I’m often reminded by colleagues at work that the BBC has a reputation for quality factual reporting and impartiality, as it were to suggest that the editorialisation of news is something that only goes on in newspapers. I don’t think the BBC is just a glorified wire service aggregator and publisher; while it’s true that a good deal of BBC content does come direct from the wires there’s an inevitable process of editorial selection: what to leave in or out, the order to present reported events in, and the links to make between events. Also a lot of content produced by BBC journalists doesn’t fit in to a neat event model: features, analysis, even republishing the the odd bit of celebrity gossip:
(As Jonathan Stray has pointed out this is not a new trend in journalsim but has been a developing theme over the past century.)
From a data architecture point of view I’m particularly interested in modelling news stories as data. For the past decade the BBC News website has been a flat, page-based website where a page is equal to an article. Not a story mind you, but an article about a story. You might find the odd article that’s a one-off but the great majority of articles on the BBC news website wil be multiple accounts of the same story, retold as new developments occurr. There are three problems with this approach:
- duplication of content – because each article stands alone it has to re-tell the events that make up the story so far
- duplication in search engines – search engines will index each article separately, so when someone searches for details about a story they may get the BBC’s latest account or they may not be so lucky – most likely they’ll see multiple articles about the same storyline
- link curation scaling – links between articles that are about the same story have to be manually created and curated and immediately decay from the moment an article is published
The BBC is in the process of migrating its News website from static page publishing to a dynamic publishing platform based on a typical three-tier architecture: presentation – service – data. This was done for the BBC Sport website last year, and it’s particularly exciting as the data tier consists of both a content store (for articles) and a triple store that holds semantic annotations about the articles in the content store. The opportunity for a BBC News website running on this platform is to move from a page-based model of multiple articles about the same story to a story-driven model where journalists publish updates about storylines to the same (persistent) URL for that story. This was one of the motivations for us to collaborate on the Storyline Ontology.
So what is an update in this story-driven approach? From a web perspective I see an update as a fragment of a story, a development if you like. Physically it’s an asset: some text, an image, an audio clip, a video clip, a social media status update, etc. Updates might be represented in a URL structure as bbc.co.uk/news/storylineID#updateID, which could be a useful pattern for a few reasons:
- users of the website could share individual updates via social media
- updates could be presented in context of the wider narrative – an item in a timeline for example
- search engines should ignore the fragment identifier (the hash and everything after it) thereby only indexing the story page and removing the duplication that I mentioned above.

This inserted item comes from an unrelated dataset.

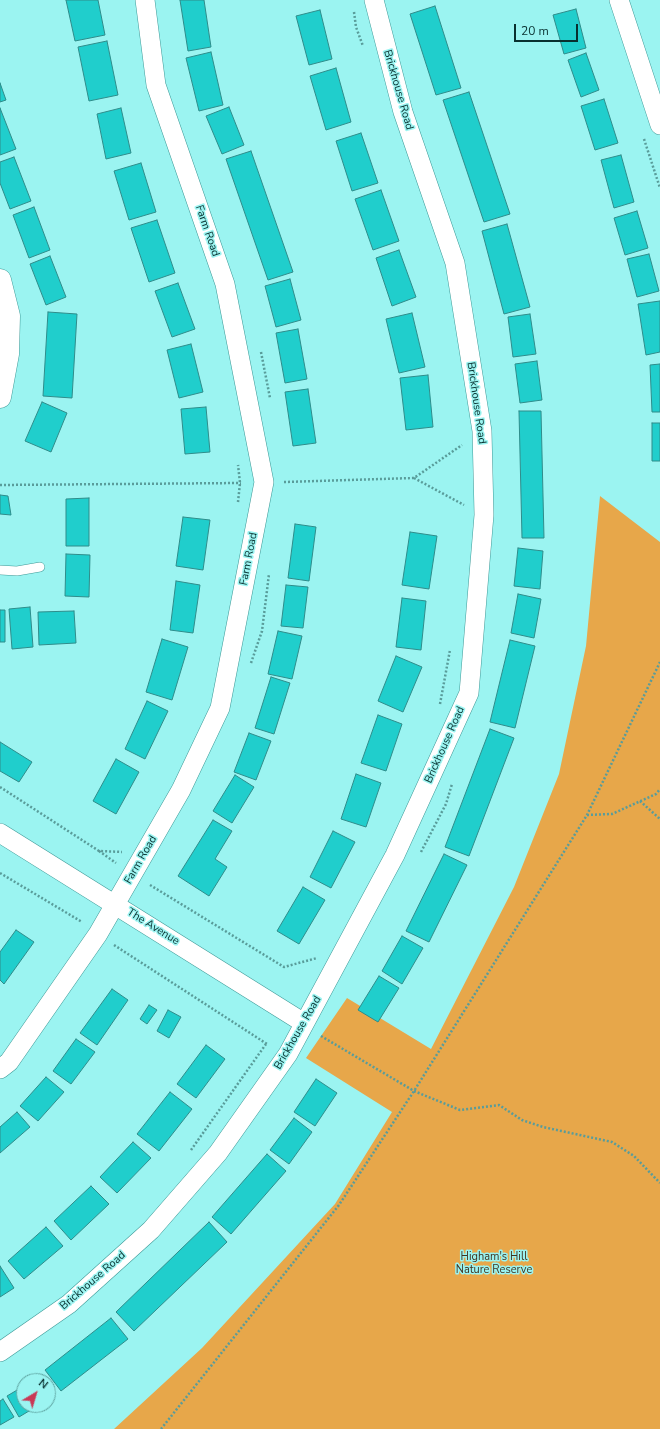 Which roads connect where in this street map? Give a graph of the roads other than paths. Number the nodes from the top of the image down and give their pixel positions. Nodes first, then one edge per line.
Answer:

But coming back to Michael’s point at the start of this post, it’s not just the updates about reported events that are interesting in a storyline, it’s the selection that drives the narrative thread and points to things like causality – the ‘why’ rather than the ‘what’.
There’s been a fair bit of buzz lately about how some news outlets are paring back news to it’s bare bones – a ‘just the facts’ approach, and that these ‘facts’ can be treated like objects and instanced into news accounts. Object-oriented news is not a new idea, and I can see the attraction in a short-form-social-media-status-update driven world. But I think there’s a risk in this approach that if we overemphasise these fact-objects out of the context of a narrative thread then they take on a life of their own.
Building facts into a storyline involves an editorial process that (should) ensure provenance, attribution and maybe one day even openness about the editorial process that the journalist went through. I was workshopping up in Birmingham last week with the England editorial crew and Eileen Murphy used this phrase that has stuck in my mind: ‘a window on the newsroom’. Anything that increases the transparency of our journalism can only be a good thing.
I blogged previously my early thinking about how we needed a core news model to describe basic real-world concepts (people, places, organisations) in the context of a news event, and that those events could be organised into stories. A couple of months on and we have got that corenews model installed in the BBC’s linked data platform, and journalists are now able to annotate news content with these concepts.
The URI for the model is http://bbc.co.uk/ontologies/news/ and you can get HTML or RDF/turtle from that address. The updated ontology diagram looks like this:
You might notice that the stories class has been pulled out of here; there’s a lot of interest at the BBC and other news organisations in to how linked data and story-telling can work. We kicked off a project to collaborate with The Guardian and PA on an open model for this, which I will blog more about soon.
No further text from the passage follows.